##### Recorded data

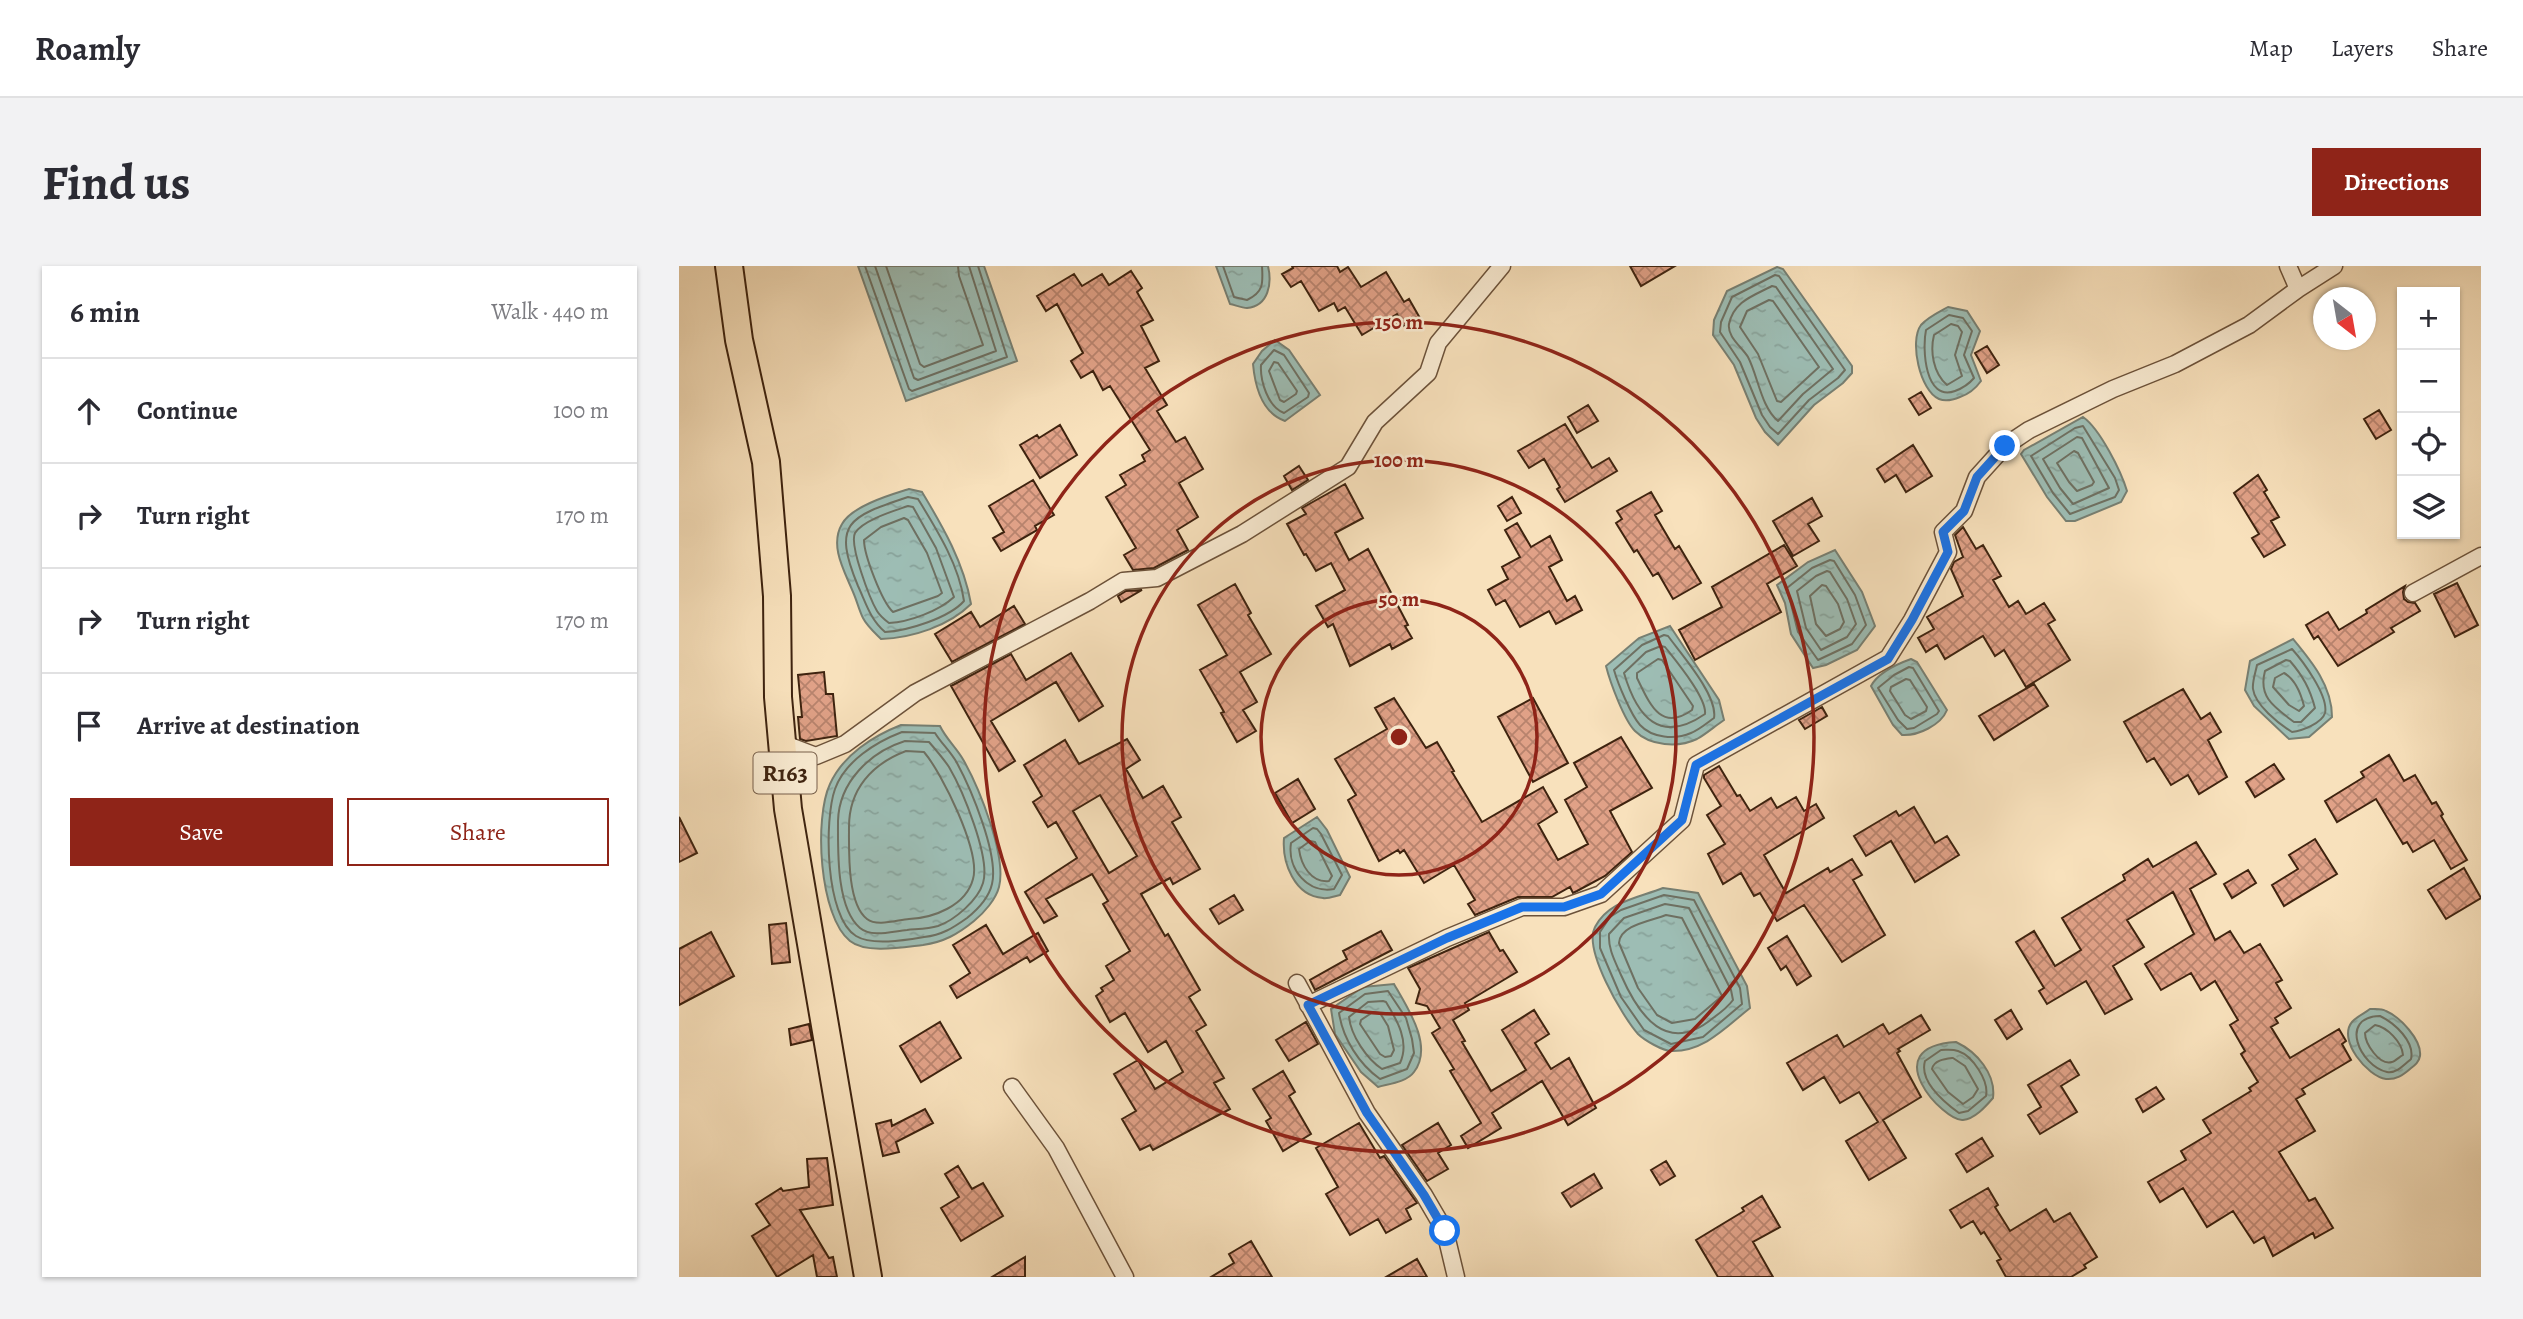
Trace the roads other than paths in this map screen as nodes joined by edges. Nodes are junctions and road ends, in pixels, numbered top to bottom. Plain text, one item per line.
1 (729, 266) edge
2 (1502, 266) edge
3 (2288, 266) edge
4 (2334, 266) edge
5 (2298, 289) junction
6 (2481, 556) edge
7 (2413, 593) dead end
8 (782, 743) junction
9 (1297, 983) dead end
10 (1308, 1005) junction
11 (1012, 1087) dead end
12 (868, 1277) edge
13 (1125, 1277) edge
14 (1456, 1277) edge

1 - 8 main road, R163
2 - 8 street
3 - 5 street
4 - 5 street
5 - 10 street
6 - 7 street
8 - 12 main road, R163
9 - 10 street
10 - 14 street
11 - 13 street

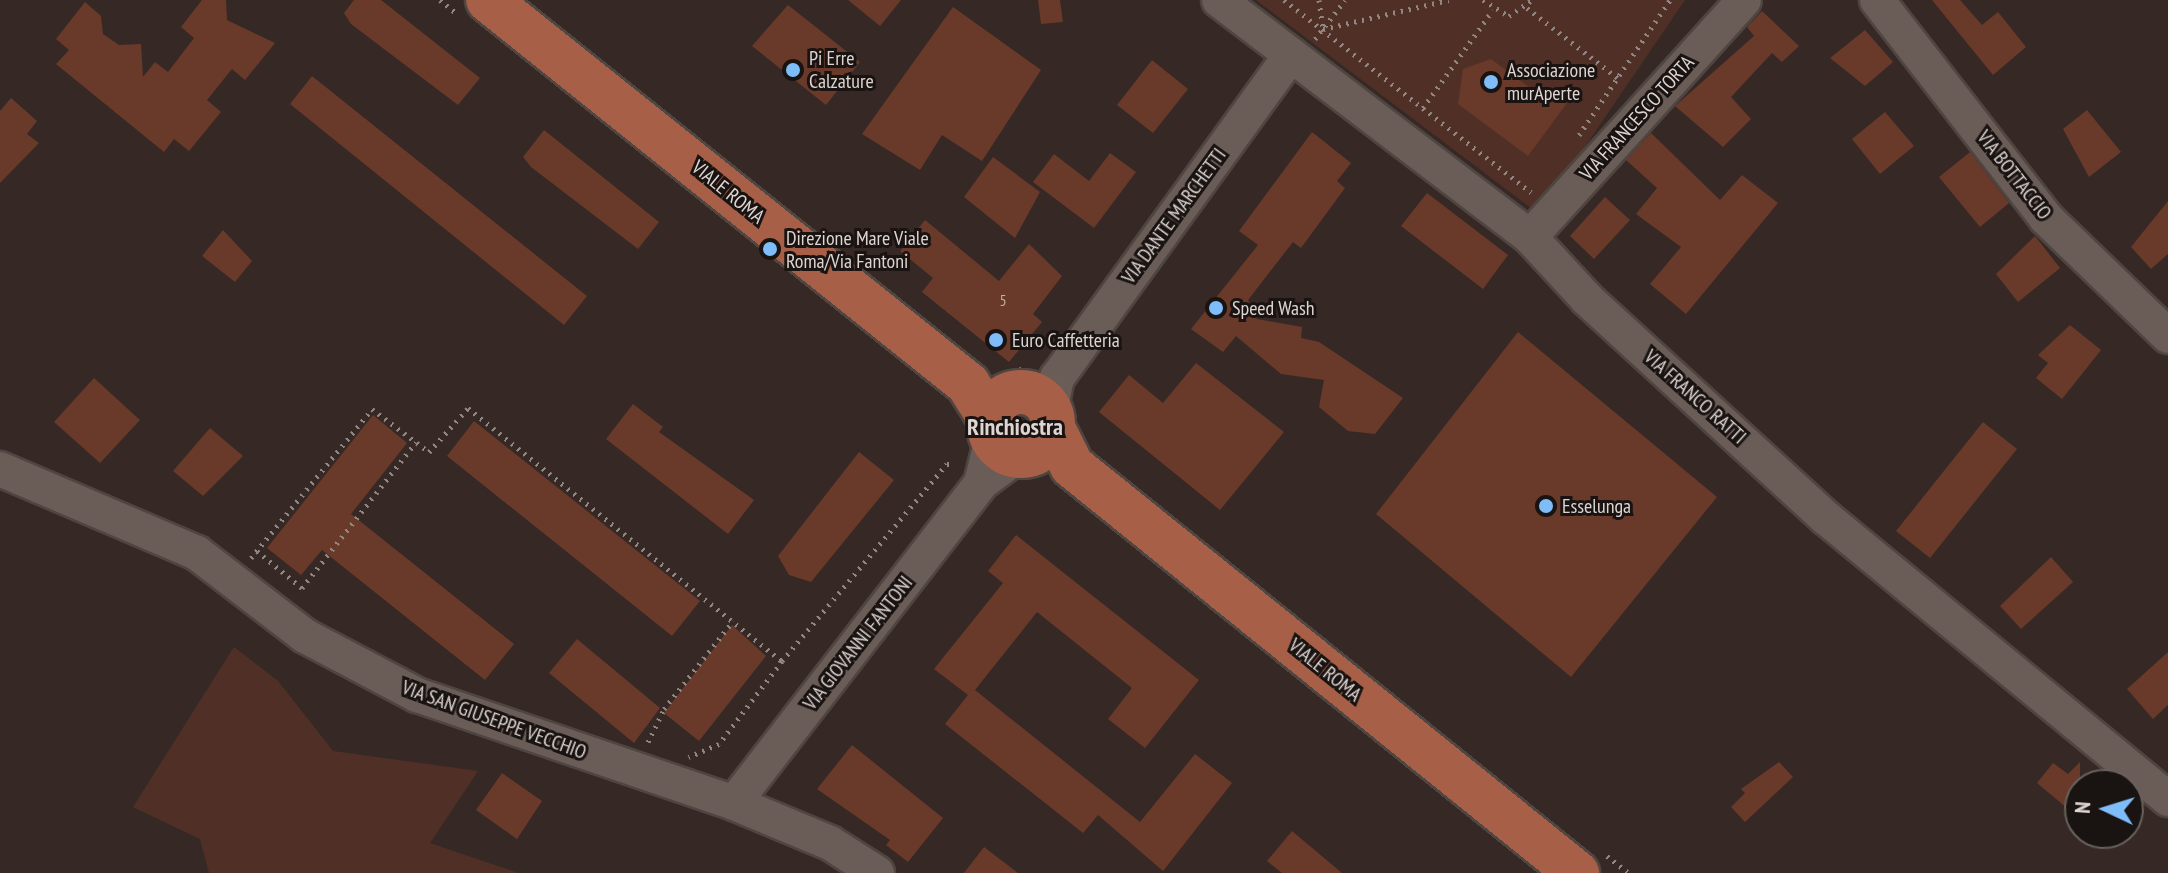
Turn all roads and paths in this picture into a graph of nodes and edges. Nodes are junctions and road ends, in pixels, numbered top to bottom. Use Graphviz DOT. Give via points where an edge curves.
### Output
graph roads {
  1 [pos="488,0"];
  2 [pos="1219,0"];
  3 [pos="1284,0"];
  4 [pos="1319,0"];
  5 [pos="1345,0"];
  6 [pos="1449,0"];
  7 [pos="1483,0"];
  8 [pos="1532,0"];
  9 [pos="1670,0"];
  10 [pos="1744,0"];
  11 [pos="1877,0"];
  12 [pos="1527,8"];
  13 [pos="1493,10"];
  14 [pos="1323,29"];
  15 [pos="1291,55"];
  16 [pos="1618,78"];
  17 [pos="1423,108"];
  18 [pos="1569,149"];
  19 [pos="1545,185"];
  20 [pos="1530,237"];
  21 [pos="2168,336"];
  22 [pos="1011,426"];
  23 [pos="416,442"];
  24 [pos="0,469"];
  25 [pos="257,551"];
  26 [pos="231,579"];
  27 [pos="733,621"];
  28 [pos="782,661"];
  29 [pos="655,754"];
  30 [pos="679,761"];
  31 [pos="2168,799"];
  32 [pos="734,803"];
  33 [pos="877,873"];
  34 [pos="1577,873"];
  1 -- 22 [label="main road, VIALE ROMA"];
  2 -- 15 [label="street, VIA FRANCO RATTI"];
  3 -- 14 [label="path"];
  4 -- 14 [label="path"];
  5 -- 14 [label="path"];
  6 -- 14 [label="path"];
  7 -- 13 [label="path"];
  8 -- 12 [label="path"];
  9 -- 16 [label="path"];
  10 -- 20 [label="street, VIA FRANCESCO TORTA"];
  11 -- 21 [label="street, VIA BOTTACCIO" via="2046,218"];
  12 -- 13 [label="path" via="1509,16"];
  12 -- 16 [label="path"];
  13 -- 17 [label="path"];
  14 -- 15 [label="path"];
  14 -- 17 [label="path"];
  15 -- 20 [label="street, VIA FRANCO RATTI"];
  15 -- 22 [label="street, VIA DANTE MARCHETTI"];
  16 -- 18 [label="path"];
  17 -- 19 [label="path" via="1537,197"];
  20 -- 31 [label="street, VIA FRANCO RATTI" via="1587,299 1929,604"];
  22 -- 28 [label="path" via="947,464"];
  22 -- 32 [label="street, VIA GIOVANNI FANTONI"];
  22 -- 34 [label="main road, VIALE ROMA" via="1072,466"];
  23 -- 25 [label="path" via="372,409"];
  23 -- 25 [label="path" via="302,588"];
  23 -- 27 [label="path" via="429,452 468,408"];
  24 -- 26 [label="street, VIA SAN GIUSEPPE VECCHIO" via="197,553"];
  25 -- 26 [label="path"];
  26 -- 32 [label="street, VIA SAN GIUSEPPE VECCHIO" via="305,636 417,695"];
  27 -- 28 [label="path"];
  27 -- 29 [label="path" via="664,709 644,750"];
  28 -- 30 [label="path" via="719,744"];
  32 -- 33 [label="street, VIA SAN GIUSEPPE VECCHIO" via="830,843"];
}
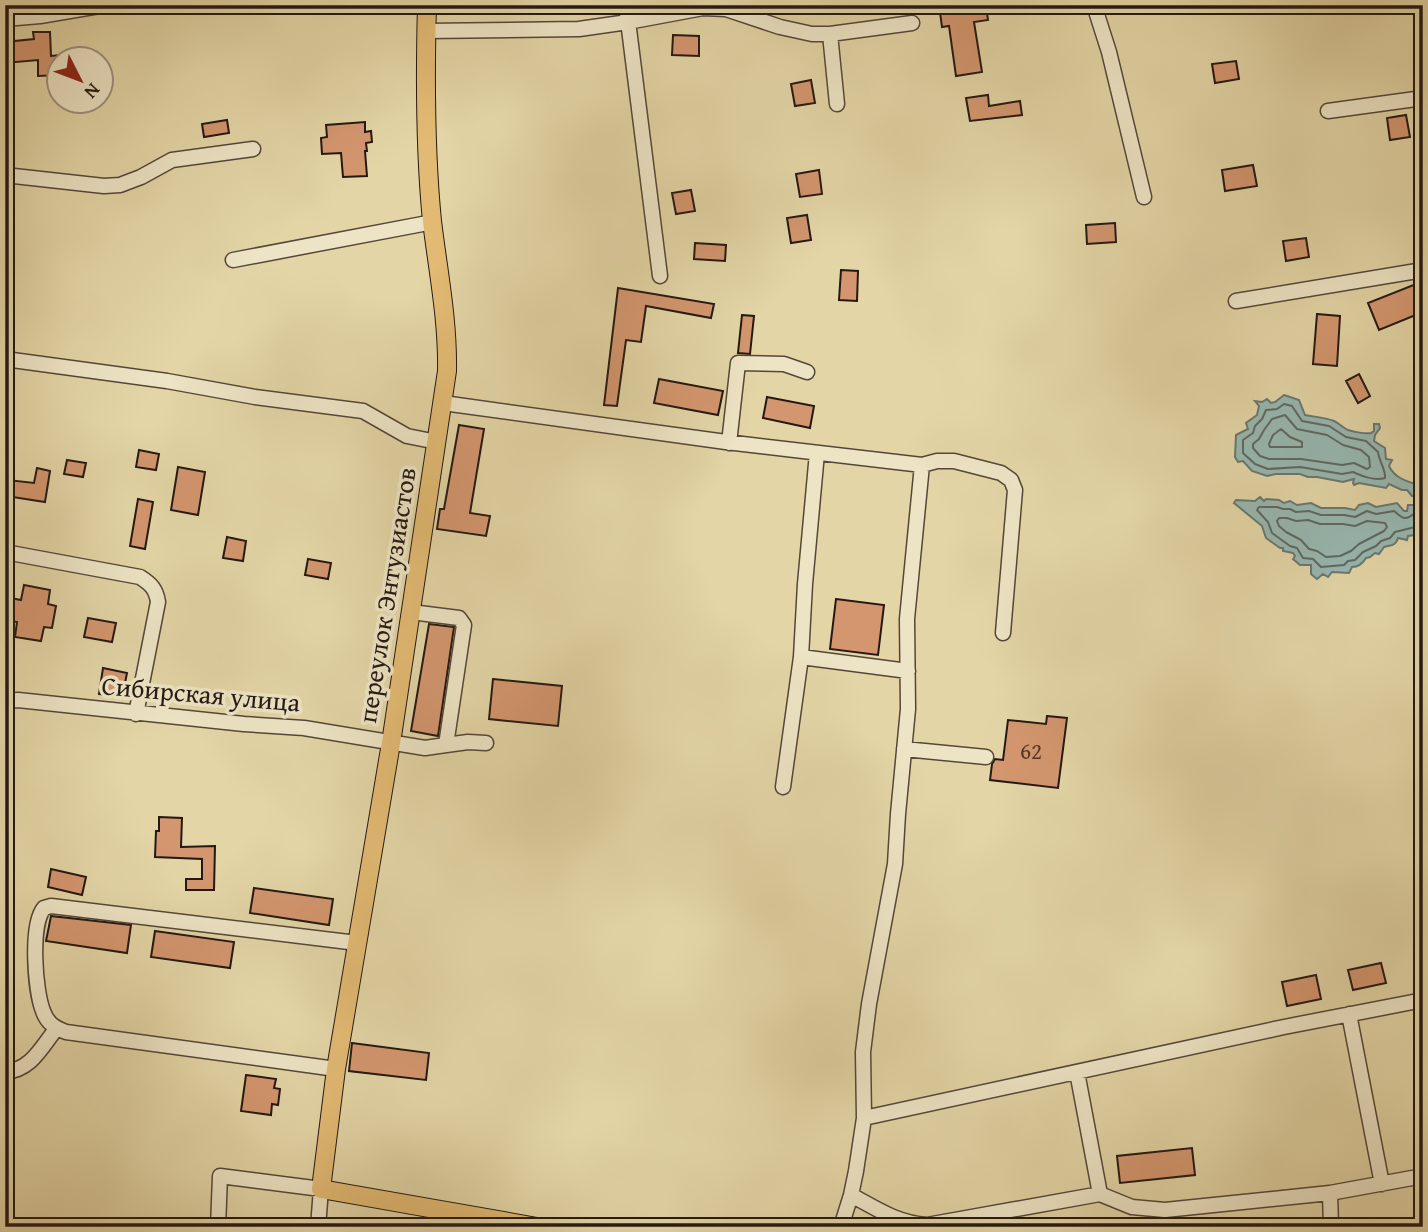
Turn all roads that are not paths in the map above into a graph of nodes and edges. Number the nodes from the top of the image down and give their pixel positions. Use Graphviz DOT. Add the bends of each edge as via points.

##########

Task requirements
Retype all the data exactly. Omit pictures.

Written answer
Trace the roads other than paths in this map screen as nodes joined by edges. Nodes are junctions and road ends, in pixels, numbered top to bottom. Plain text, one item per line.
1 (729, 266) edge
2 (1502, 266) edge
3 (2288, 266) edge
4 (2334, 266) edge
5 (2298, 289) junction
6 (2481, 556) edge
7 (2413, 593) dead end
8 (782, 743) junction
9 (1297, 983) dead end
10 (1308, 1005) junction
11 (1012, 1087) dead end
12 (868, 1277) edge
13 (1125, 1277) edge
14 (1456, 1277) edge

1 - 8 main road, R163
2 - 8 street
3 - 5 street
4 - 5 street
5 - 10 street
6 - 7 street
8 - 12 main road, R163
9 - 10 street
10 - 14 street
11 - 13 street

Turn all roads and paths in this picture into a graph of nodes and edges. Nodes are junctions and road ends, in pixels, numbered top to bottom. Use Graphviz DOT. Give via points where an edge curves.
### Output
graph roads {
  1 [pos="488,0"];
  2 [pos="1219,0"];
  3 [pos="1284,0"];
  4 [pos="1319,0"];
  5 [pos="1345,0"];
  6 [pos="1449,0"];
  7 [pos="1483,0"];
  8 [pos="1532,0"];
  9 [pos="1670,0"];
  10 [pos="1744,0"];
  11 [pos="1877,0"];
  12 [pos="1527,8"];
  13 [pos="1493,10"];
  14 [pos="1323,29"];
  15 [pos="1291,55"];
  16 [pos="1618,78"];
  17 [pos="1423,108"];
  18 [pos="1569,149"];
  19 [pos="1545,185"];
  20 [pos="1530,237"];
  21 [pos="2168,336"];
  22 [pos="1011,426"];
  23 [pos="416,442"];
  24 [pos="0,469"];
  25 [pos="257,551"];
  26 [pos="231,579"];
  27 [pos="733,621"];
  28 [pos="782,661"];
  29 [pos="655,754"];
  30 [pos="679,761"];
  31 [pos="2168,799"];
  32 [pos="734,803"];
  33 [pos="877,873"];
  34 [pos="1577,873"];
  1 -- 22 [label="main road, VIALE ROMA"];
  2 -- 15 [label="street, VIA FRANCO RATTI"];
  3 -- 14 [label="path"];
  4 -- 14 [label="path"];
  5 -- 14 [label="path"];
  6 -- 14 [label="path"];
  7 -- 13 [label="path"];
  8 -- 12 [label="path"];
  9 -- 16 [label="path"];
  10 -- 20 [label="street, VIA FRANCESCO TORTA"];
  11 -- 21 [label="street, VIA BOTTACCIO" via="2046,218"];
  12 -- 13 [label="path" via="1509,16"];
  12 -- 16 [label="path"];
  13 -- 17 [label="path"];
  14 -- 15 [label="path"];
  14 -- 17 [label="path"];
  15 -- 20 [label="street, VIA FRANCO RATTI"];
  15 -- 22 [label="street, VIA DANTE MARCHETTI"];
  16 -- 18 [label="path"];
  17 -- 19 [label="path" via="1537,197"];
  20 -- 31 [label="street, VIA FRANCO RATTI" via="1587,299 1929,604"];
  22 -- 28 [label="path" via="947,464"];
  22 -- 32 [label="street, VIA GIOVANNI FANTONI"];
  22 -- 34 [label="main road, VIALE ROMA" via="1072,466"];
  23 -- 25 [label="path" via="372,409"];
  23 -- 25 [label="path" via="302,588"];
  23 -- 27 [label="path" via="429,452 468,408"];
  24 -- 26 [label="street, VIA SAN GIUSEPPE VECCHIO" via="197,553"];
  25 -- 26 [label="path"];
  26 -- 32 [label="street, VIA SAN GIUSEPPE VECCHIO" via="305,636 417,695"];
  27 -- 28 [label="path"];
  27 -- 29 [label="path" via="664,709 644,750"];
  28 -- 30 [label="path" via="719,744"];
  32 -- 33 [label="street, VIA SAN GIUSEPPE VECCHIO" via="830,843"];
}
Turn all roads that are not paths in the map above into a graph of nodes and edges. Number the nodes from the top of the image down and give their pixel positions. Use Graphviz DOT. Add the bends of each edge as via points.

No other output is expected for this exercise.